EXERCISE INSTRUCTIONS>
Give an exact copy of the lines of the records below, starting at the line containing "Turn all roads and paths in the" and running to the end.

▬▬▬▬▬▬

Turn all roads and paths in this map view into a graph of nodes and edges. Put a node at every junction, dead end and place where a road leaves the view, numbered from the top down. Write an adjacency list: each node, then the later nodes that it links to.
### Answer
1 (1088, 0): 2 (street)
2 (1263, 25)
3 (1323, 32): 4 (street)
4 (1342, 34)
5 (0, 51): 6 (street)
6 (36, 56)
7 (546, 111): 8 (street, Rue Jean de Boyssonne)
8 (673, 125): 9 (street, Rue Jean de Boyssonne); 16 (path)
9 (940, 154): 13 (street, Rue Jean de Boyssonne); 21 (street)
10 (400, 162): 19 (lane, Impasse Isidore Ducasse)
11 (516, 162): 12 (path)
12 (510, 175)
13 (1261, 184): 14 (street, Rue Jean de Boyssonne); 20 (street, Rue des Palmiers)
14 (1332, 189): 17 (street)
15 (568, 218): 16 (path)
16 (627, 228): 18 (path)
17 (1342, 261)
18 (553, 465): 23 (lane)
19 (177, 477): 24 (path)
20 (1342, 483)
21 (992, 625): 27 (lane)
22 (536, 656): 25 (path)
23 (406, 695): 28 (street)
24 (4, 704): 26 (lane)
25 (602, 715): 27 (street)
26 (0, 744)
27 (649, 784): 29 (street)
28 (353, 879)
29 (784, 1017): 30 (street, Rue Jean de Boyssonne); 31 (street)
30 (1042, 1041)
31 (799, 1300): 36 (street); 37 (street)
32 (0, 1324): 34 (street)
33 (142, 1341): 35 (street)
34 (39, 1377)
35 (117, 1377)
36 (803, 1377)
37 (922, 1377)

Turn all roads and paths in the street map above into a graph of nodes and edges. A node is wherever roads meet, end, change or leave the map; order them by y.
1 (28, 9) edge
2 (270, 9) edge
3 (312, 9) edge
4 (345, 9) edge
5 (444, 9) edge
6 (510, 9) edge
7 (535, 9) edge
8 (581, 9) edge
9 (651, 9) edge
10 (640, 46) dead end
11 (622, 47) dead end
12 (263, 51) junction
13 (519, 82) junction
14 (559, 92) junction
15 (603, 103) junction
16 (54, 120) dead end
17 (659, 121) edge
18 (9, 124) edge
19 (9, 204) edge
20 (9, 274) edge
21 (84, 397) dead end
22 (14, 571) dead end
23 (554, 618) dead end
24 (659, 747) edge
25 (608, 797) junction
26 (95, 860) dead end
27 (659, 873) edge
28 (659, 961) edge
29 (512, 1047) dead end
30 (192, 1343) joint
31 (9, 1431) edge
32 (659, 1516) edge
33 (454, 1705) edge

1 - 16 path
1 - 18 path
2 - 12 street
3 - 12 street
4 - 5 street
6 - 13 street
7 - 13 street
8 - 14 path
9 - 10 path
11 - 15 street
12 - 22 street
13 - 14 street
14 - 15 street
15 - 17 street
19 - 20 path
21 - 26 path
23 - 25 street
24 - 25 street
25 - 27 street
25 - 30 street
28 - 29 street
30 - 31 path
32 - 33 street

▬▬▬▬▬▬

EXERCISE ANSWER>
Turn all roads and paths in the street map above into a graph of nodes and edges. A node is wherever roads meet, end, change or leave the map; order them by y.
1 (28, 9) edge
2 (270, 9) edge
3 (312, 9) edge
4 (345, 9) edge
5 (444, 9) edge
6 (510, 9) edge
7 (535, 9) edge
8 (581, 9) edge
9 (651, 9) edge
10 (640, 46) dead end
11 (622, 47) dead end
12 (263, 51) junction
13 (519, 82) junction
14 (559, 92) junction
15 (603, 103) junction
16 (54, 120) dead end
17 (659, 121) edge
18 (9, 124) edge
19 (9, 204) edge
20 (9, 274) edge
21 (84, 397) dead end
22 (14, 571) dead end
23 (554, 618) dead end
24 (659, 747) edge
25 (608, 797) junction
26 (95, 860) dead end
27 (659, 873) edge
28 (659, 961) edge
29 (512, 1047) dead end
30 (192, 1343) joint
31 (9, 1431) edge
32 (659, 1516) edge
33 (454, 1705) edge

1 - 16 path
1 - 18 path
2 - 12 street
3 - 12 street
4 - 5 street
6 - 13 street
7 - 13 street
8 - 14 path
9 - 10 path
11 - 15 street
12 - 22 street
13 - 14 street
14 - 15 street
15 - 17 street
19 - 20 path
21 - 26 path
23 - 25 street
24 - 25 street
25 - 27 street
25 - 30 street
28 - 29 street
30 - 31 path
32 - 33 street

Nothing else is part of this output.